My grandfather loved the game. After he left Philadelphia he continued to play in the minor leagues for almost 10 more years, until just before my mother was born. It was hard on Mamaw, with two little boys, and I'm sure she often felt like a single parent. Road trips meant Papaw was gone a lot. He didn't make much money, either. In the 1930's, he played for different companies and was given a token job of some kind, but his real job was to manage the baseball team, and play. Companies were serious about their sports. I think up north basketball was big, but in the south it was baseball.

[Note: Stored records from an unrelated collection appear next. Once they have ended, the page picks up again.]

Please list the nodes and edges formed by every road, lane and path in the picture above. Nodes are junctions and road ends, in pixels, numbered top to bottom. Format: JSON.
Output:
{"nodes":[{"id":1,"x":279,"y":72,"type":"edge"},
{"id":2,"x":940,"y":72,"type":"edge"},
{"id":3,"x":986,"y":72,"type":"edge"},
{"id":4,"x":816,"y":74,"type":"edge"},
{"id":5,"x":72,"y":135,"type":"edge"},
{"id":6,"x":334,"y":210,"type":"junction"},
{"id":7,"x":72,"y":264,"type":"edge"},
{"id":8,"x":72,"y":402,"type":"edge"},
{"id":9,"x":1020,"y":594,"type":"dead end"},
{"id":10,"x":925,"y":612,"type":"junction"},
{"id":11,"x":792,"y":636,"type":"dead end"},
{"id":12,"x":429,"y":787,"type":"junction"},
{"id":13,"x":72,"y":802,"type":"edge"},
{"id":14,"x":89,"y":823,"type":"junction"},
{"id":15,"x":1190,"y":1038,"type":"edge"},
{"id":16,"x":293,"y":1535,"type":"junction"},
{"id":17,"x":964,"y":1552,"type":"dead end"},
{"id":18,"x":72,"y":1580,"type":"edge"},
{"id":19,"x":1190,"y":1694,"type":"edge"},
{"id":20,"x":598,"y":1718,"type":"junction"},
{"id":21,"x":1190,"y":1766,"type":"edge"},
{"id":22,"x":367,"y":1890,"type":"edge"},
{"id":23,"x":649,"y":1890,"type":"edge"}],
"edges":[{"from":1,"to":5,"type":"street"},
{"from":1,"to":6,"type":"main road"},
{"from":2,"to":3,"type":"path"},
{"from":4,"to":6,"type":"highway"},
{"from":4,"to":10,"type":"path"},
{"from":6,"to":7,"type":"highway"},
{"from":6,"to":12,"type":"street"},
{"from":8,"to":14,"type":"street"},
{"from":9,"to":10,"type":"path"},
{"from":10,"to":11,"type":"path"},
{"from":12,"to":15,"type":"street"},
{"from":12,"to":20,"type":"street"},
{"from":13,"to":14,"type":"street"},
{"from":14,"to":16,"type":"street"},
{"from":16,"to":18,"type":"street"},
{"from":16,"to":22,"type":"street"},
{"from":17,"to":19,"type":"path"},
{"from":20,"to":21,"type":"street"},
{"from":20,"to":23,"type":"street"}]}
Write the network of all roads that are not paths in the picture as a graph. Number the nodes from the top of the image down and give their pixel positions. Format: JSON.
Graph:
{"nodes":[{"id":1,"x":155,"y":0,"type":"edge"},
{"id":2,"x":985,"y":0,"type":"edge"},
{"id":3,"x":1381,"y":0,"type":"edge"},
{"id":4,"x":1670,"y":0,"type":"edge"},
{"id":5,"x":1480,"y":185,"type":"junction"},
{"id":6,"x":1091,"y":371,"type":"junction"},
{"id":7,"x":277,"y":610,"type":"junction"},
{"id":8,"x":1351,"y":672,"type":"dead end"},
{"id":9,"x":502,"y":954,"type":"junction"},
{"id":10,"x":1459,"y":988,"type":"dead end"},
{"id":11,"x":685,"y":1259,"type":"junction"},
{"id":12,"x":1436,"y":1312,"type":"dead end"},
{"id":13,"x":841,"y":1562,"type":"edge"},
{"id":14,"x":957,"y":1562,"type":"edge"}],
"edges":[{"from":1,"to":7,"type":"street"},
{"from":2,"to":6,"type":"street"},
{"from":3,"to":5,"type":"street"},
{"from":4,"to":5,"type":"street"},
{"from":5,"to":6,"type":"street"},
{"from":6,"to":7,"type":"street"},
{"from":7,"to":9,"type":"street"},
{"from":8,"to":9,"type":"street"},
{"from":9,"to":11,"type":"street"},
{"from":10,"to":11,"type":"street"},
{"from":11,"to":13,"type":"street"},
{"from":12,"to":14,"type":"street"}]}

My grandfather didn't leave major league baseball willingly. He left because he was accused of being in the Ku Klux Klan and beating a woman. It wasn't true. It was absurd. He was vocally outspoken against the Klan, and was well-known around Marietta and Acworth as a straight arrow. He didn't drink or smoke. He didn't cuss. He ignored the legions of prostitutes Mamaw would said would meet the trains when the baseball teams got into town. However, someone accused him of a horrible crime, and although the charges were eventually dropped for lack of evidence, the damage was done. Connie Mack, who was Catholic, decided the accusation was probably true, and benched Papaw for almost an entire season before selling his contract to a minor league team out in Oregon. In those days, players were pawns. They didn't have agents negotiating fat salaries. He had to go to Oregon and play out his contract. In the 1920's there was no major league baseball west of the Mississippi. Connie Mack's name was always spoken with great loathing in my grandparents' house, but I never learned why until I grew up and started asking questions.
I wrote a screenplay called Season of Ashes, based on the story. I am not much of a screenwriter but it's a great story. It's also a love story. My grandmother went from being the daughter of a rich man, a pampered debutante married to the local celebrity, to living in boardinghouses out west for several years, scrounging for money and far from home. Even after he came back east and got a place on the Birmingham Barons team, there was no money. There was, however, baseball, a game both my grandparents loved.
Every time I go to Michael's practices, I feel sad, for a lot of reasons.
I feel sad because I feel keenly the fact that I am a single mom. Baseball is a place for daddies and sons. The dads are everywhere. They are clearly pleased and proud of their boys.
I feel sad because Michael has to work a bit harder than the other boys, since he has only the one hand.
I feel sad because I didn't get him involved in baseball earlier. I don't know if there's any chance of him playing on another team, with his lack of experience and at his age, 13. He turns 14 this summer.
I feel sad because I remember the fact my uncles and the other men in our family always felt the shadow of Papaw looming behind them when they played ball. My uncle Bobby Hasty Jr. was a great baseball player and played a lot in the 1950's on company teams and even started to play minor league ball before quitting. Everywhere he went, reporters dogged him about being Bob Hasty's son. The pressure was intense.
Papaw had three grandsons. My cousin Robert, Bobby's son, is mentally challenged. My cousin Bill - I don't know if he ever played baseball or how he felt about it. They lived far away, in Chicago, most of those years. My brother played little league just for a short time, but I think he always knew he would never be the player Papaw was, and felt it was too much pressure, and quit.
Michael is free from the family expectations. Both my grandparents are dead. He is the great-grandson of a magnificent baseball player. He is also a descendant of Kazakhs and Russians, who were fierce warriors on the steppes of Russia and Northern Asia. When I look at Michael and see the love in his eyes for the game, I am sad a little bit but I am also so proud. For Michael, there is only the love of the game, the ability to play and be part of something uniquely American, and uniquely ours.